Sheikh Ibrahim Al-Manie, a representative on the council of tribal elders, has participated in all the meetings that have been held between tribal leaders and the army in recent months. We offered congratulations to the Sheikh on the occasion of the anniversary of the liberation of the Sinai and were taken aback by his response.
“The Sinai is liberated? If so, why haven't its people been liberated, which is where liberation should begin? We have heard many promises, from politicians and the army, but nothing has ever come of them. We asked for better mobile coverage, better housing, infrastructural development. Nothing. We asked for reconsideration of the decree banning property ownership, expansion of the electricity grid, schools, government services and utilities. Nothing. In fact conditions have grown worse. In order to build homes, they insist on building permits and in order to link our homes to the electricity grid they want more permits. How are we supposed to get them? Why all these complications which keep increasing day by day? Does it make sense for the government to pass laws to make life tougher and more complicated for the people at a time when the country is so weak? Whose interests does it serve? Aren't we part of this nation? A patriotic minded businessman had asked the people of Sinai to help him construct a granite plant. We couldn't obtain the permit.” Sheikh Al-Manie listed numerous examples of the ways in which the plans of the people of Sinai to develop fisheries and other sources of natural wealth had been frustrated by red tape and seemingly arbitrary decisions.

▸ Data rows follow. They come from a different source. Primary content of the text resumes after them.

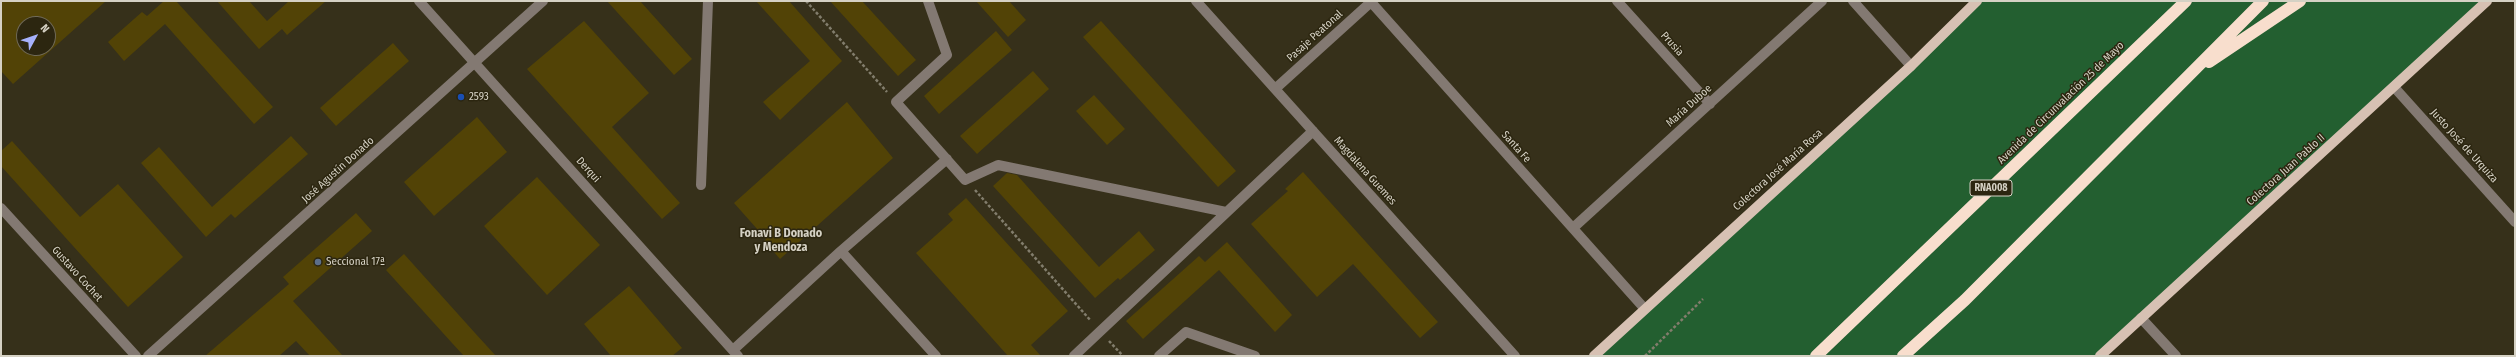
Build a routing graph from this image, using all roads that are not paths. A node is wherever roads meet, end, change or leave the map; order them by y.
1 (419, 1) edge
2 (543, 1) edge
3 (708, 1) edge
4 (928, 1) edge
5 (1196, 1) edge
6 (1617, 1) edge
7 (1822, 1) edge
8 (1853, 1) edge
9 (1976, 1) edge
10 (2181, 1) edge
11 (2186, 1) edge
12 (2263, 1) edge
13 (2300, 1) edge
14 (2487, 1) edge
15 (1371, 2) edge
16 (2166, 19) junction
17 (475, 63) junction
18 (1911, 66) junction
19 (2185, 78) junction
20 (2394, 87) junction
21 (1275, 88) junction
22 (1710, 104) junction
23 (1313, 131) junction
24 (947, 159) junction
25 (701, 185) dead end
26 (1, 208) edge
27 (1226, 212) junction
28 (2515, 222) edge
29 (1572, 228) junction
30 (841, 251) junction
31 (1644, 308) junction
32 (2141, 318) junction
33 (735, 353) edge
34 (136, 356) edge
35 (148, 356) edge
36 (936, 356) edge
37 (1074, 356) edge
38 (1159, 356) edge
39 (1255, 356) edge
40 (1515, 356) edge
41 (1594, 356) edge
42 (1816, 356) edge
43 (1904, 356) edge
44 (2100, 356) edge
45 (2176, 356) edge

1 - 17 street, Derqui
2 - 17 street, José Agustín Donado
3 - 25 street
4 - 24 street
5 - 21 street, Magdalena Guemes
6 - 22 street, Prusia
7 - 22 street, María Duboe
8 - 18 street
9 - 18 main road, Colectora José María Rosa
10 - 16 highway
11 - 16 highway, Avenida de Circunvalación 25 de Mayo / RNA008
12 - 19 highway
13 - 19 highway
14 - 20 main road, Colectora Juan Pablo II
15 - 21 street, Pasaje Peatonal
15 - 29 street, Santa Fe
16 - 42 highway, Avenida de Circunvalación 25 de Mayo / RNA008
17 - 33 street, Derqui
17 - 35 street, José Agustín Donado
18 - 31 main road, Colectora José María Rosa
19 - 43 highway
20 - 28 street, Justo José de Urquiza
20 - 32 main road, Colectora Juan Pablo II
21 - 23 street, Magdalena Guemes
22 - 29 street, María Duboe
23 - 27 street
23 - 40 street, Magdalena Guemes
24 - 27 street
24 - 30 street
26 - 34 street, Gustavo Cochet
27 - 37 street
29 - 31 street, Santa Fe
30 - 33 street
30 - 36 street
31 - 41 main road, Colectora José María Rosa
32 - 44 main road, Colectora Juan Pablo II
32 - 45 street
38 - 39 street

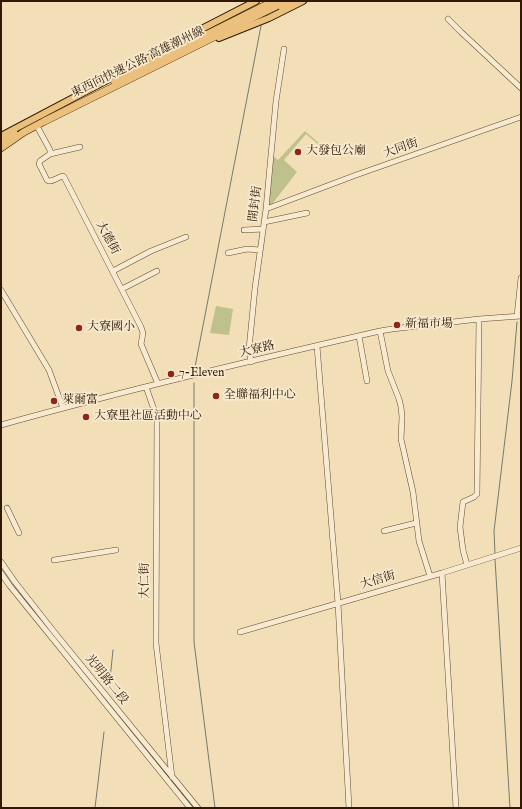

Poor economic and living standards are not the only problem. According to Sheikh Al-Manie, the one difference between the political and security situation before and after the revolution is that now the police are nowhere to be found. “They stay inside the police stations and will not emerge to come to the aid of a citizen in need. This applies as much to the Security Directorate in North Sinai as it does to its subsidiary departments because they imagine that there are plots to wreak revenge in retribution for their long history of maltreatment. Political leaders are fully aware of the current situation and they do nothing.”
“We were invited to a celebration at the military research centre in Ismailia. Most of the tribal elders did not attend. What's the point? We cannot continue to listen to yet more idle promises and participate in pointless dialogues with the various agencies of government about so-called development initiatives. The next revolution is going to start here.”
“National security,” he says, has become no more than an excuse to perpetuate mistreatment. The army insists on creating a 5km buffer zone in Rafah in spite of the fact that 75 per cent of the inhabitants of Rafah live in the buffer zone. “Did Israel ever do something like this? No power on earth is going to remove us from this area.”
Al-Manie does not believe that the buffer zone has anything to do with closing down tunnels between Egypt and Gaza. “If they wanted to close the tunnels, they would have done it months ago without a buffer zone.”
“Is there some kind of domestic or foreign conspiracy targeting the people of Sinai? Why have they begun to call the Sinai the Egyptian Afghanistan and the Sinai mountains Egypt's Tora Bora? The US has begun to talk of fighting terrorism here and everyone warns of Al-Qaeda? But the idea of Al-Qaeda has captured the minds of many in the Middle East and in Egypt, not just in the Sinai. Outlaws in Sinai cannot number more than a few hundred. They could easily be handled by the security agencies if the agencies were not so lax. My hope is that the president takes a firm political position championing the people of Sinai and that rescues them from injustice.”